AIDS conference : The real problem is getting the medicine out

LONDON: In recent years governments and international agencies have demonstrated laudable intent in the fight against HIV/AIDS. Billions have been pledged to combat a global pandemic affecting some 40 million people, most of them in the poorest countries on earth. But resources must be allocated effectively or so much goodwill is squandered. At present I can't say that they are.

AIDS 2004, the biennial International AIDS conference taking place in Bangkok this week, involves more than 10,000 delegates from across the world. With depressing predictability, the main focus is on the cost and supply of medicines. For years this has been the fixation of health activists and nongovernmental organizations. Thanks in part to their efforts, drugs companies now offer AIDS medicines at vastly discounted rates and even for free. Hats off to them.

But this obsession with the supply of medicines does not begin to tackle the realities of the health-care crisis that engulfs much of the underdeveloped world, where the basic health-care systems are simply not in place to provide effective treatment programs. We could spend millions on AIDS drugs and send them to Africa. Then what?

The European Coalition of Positive People has years of direct experience working in some of the world's poorest countries. Currently we have clinics in Malawi and Mozambique, countries where the majority live on less than a dollar a day, and HIV prevalence runs at more than 11 percent nationally and reaches 40 percent in some rural areas. ECPP, with tax-exempt status, could get drugs into the country cheaply and easily, circumventing the insane import duties and hidden costs that can add 40 percent to the price of medicines in Malawi. But I don't know what we would do with them once we got them there.

It is difficult for those not familiar with these countries to comprehend the scale of the task at hand. There are just 28 hospitals throughout Malawi. There is only one doctor for every 32,000 patients. Eighteen months ago, the country had just one pharmacist on the government payroll. One.

There is nobody to orchestrate a national HIV treatment program. There is no way to distribute medicines throughout the worst-hit rural areas, where there are no roads. There are few clinics to send them to anyway and inadequate storage and refrigeration facilities once they get there.

Under these conditions, the debate about access to medicines is purely academic. Complex antiretroviral therapies that require strict adherence are simply not an option today. Hospitals and health centers just do not have the staff to monitor whether patients are following treatment regimens; failing to do so greatly increases the risk of developing drug-resistant viral strains. How can you stop patients from sharing their medicines among their sick relatives — an act of charity toward the extended family that is natural to African culture?

Even in richedrugs cannot be delivered to those who need them. In Nigeria it was recently discovered that out-of-date drugs were being prescribed to thousands of patients. A leading drug manufacturer which had sent a huge shipment of free medicines to another prominent African country was recently asked to come back and change the labels: The drugs, which had never left the airport, had passed their sell-by date. Such incompetence, corruption and incapacity are rife throughout the continent.

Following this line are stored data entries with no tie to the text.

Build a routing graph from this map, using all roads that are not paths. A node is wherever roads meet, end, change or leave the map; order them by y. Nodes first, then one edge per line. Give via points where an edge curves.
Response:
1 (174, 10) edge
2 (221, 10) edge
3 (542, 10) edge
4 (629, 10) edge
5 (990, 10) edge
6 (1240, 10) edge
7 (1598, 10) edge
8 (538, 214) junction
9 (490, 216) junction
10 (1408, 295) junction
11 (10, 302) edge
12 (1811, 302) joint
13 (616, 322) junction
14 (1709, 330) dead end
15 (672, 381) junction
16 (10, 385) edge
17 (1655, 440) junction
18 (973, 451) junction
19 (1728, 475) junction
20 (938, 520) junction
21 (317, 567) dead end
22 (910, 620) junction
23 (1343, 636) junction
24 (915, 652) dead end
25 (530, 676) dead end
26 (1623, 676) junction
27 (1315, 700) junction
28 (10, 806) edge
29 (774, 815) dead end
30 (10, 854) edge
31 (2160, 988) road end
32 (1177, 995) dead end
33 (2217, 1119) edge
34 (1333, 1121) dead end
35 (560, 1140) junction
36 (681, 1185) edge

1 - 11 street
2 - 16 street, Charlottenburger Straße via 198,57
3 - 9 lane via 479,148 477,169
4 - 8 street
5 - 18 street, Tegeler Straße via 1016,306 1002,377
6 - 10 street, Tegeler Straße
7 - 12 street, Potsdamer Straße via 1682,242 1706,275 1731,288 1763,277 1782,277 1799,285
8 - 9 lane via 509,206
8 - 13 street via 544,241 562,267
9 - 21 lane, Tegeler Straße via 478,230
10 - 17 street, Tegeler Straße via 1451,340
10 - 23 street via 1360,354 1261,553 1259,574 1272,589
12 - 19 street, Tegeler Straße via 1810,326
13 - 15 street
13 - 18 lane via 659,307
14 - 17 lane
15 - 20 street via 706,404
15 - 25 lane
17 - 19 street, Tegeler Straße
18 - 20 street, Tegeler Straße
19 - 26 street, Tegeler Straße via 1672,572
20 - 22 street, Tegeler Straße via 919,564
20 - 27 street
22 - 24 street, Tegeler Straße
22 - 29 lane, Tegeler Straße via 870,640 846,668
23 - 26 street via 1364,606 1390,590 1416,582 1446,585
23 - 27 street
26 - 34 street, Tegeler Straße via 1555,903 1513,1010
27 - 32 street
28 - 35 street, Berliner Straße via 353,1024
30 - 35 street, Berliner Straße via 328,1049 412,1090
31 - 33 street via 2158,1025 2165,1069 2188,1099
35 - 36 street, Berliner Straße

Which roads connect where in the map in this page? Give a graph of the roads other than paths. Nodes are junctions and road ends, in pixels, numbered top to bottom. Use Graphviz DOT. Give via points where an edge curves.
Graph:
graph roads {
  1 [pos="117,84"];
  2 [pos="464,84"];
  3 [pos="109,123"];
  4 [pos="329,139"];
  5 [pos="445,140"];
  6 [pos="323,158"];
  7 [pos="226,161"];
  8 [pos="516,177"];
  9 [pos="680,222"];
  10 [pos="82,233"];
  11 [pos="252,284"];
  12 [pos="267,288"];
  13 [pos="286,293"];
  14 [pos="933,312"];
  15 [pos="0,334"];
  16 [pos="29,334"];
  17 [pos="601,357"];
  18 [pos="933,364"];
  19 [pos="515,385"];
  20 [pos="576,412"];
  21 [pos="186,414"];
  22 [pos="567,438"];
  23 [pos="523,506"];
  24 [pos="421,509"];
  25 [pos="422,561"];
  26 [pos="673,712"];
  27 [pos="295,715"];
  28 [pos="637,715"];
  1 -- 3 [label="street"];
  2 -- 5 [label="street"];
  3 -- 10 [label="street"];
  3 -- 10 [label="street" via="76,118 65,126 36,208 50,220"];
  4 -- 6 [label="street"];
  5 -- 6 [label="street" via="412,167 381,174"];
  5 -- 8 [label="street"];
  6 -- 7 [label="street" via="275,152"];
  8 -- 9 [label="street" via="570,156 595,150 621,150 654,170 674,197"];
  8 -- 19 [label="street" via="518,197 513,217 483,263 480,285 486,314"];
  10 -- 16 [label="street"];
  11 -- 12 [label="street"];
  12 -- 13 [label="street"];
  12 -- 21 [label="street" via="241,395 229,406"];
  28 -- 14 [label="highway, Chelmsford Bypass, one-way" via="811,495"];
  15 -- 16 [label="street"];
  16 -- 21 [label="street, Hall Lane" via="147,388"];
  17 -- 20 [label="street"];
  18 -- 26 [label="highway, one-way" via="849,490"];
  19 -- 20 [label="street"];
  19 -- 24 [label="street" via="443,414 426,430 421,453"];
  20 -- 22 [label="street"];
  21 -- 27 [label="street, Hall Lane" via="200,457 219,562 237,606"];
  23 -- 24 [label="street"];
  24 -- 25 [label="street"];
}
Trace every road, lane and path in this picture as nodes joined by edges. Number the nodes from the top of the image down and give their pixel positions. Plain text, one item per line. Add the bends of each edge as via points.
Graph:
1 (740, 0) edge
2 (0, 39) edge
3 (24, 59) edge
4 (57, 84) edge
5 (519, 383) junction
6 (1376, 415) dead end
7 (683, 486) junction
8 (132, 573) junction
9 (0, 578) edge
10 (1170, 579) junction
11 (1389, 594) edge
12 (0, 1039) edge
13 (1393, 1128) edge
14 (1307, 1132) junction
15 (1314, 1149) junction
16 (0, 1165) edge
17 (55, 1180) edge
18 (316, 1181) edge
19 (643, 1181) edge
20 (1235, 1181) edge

Put simply, the problem is not supply of medicines. It is the lack of basic infrastructure to distribute those medicines. The current focus of those who want to simply throw drugs at countries that have no way of delivering them safely to patients is totally off the mark. Any effort to tackle the AIDS crisis that does not focus primarily on the basics is doomed to failure.

But influential groups continue to plug their silver bullet solution with alarming success.

Last year the World Health Organization announced its "3 by 5 initiative," an ambitious plan to scale up treatment to three million people by 2005. It is hopelessly unrealistic. Resources would be better spent in areas where tangible results can be achieved immediately and relatively cheaply.

We should be building and staffing health clinics, not just for HIV, but to treat the opportunistic infections that prey on AIDS sufferers and are the ultimate cause of death. We can develop community centers and orphanages that can be used to scale up education programs that focus on prevention. We should be digging boreholes and wells to provide clean and safe drinking water, a basic human need that many have no access to. We have to use our limited funds for something sustainable and transferable. The rest will follow.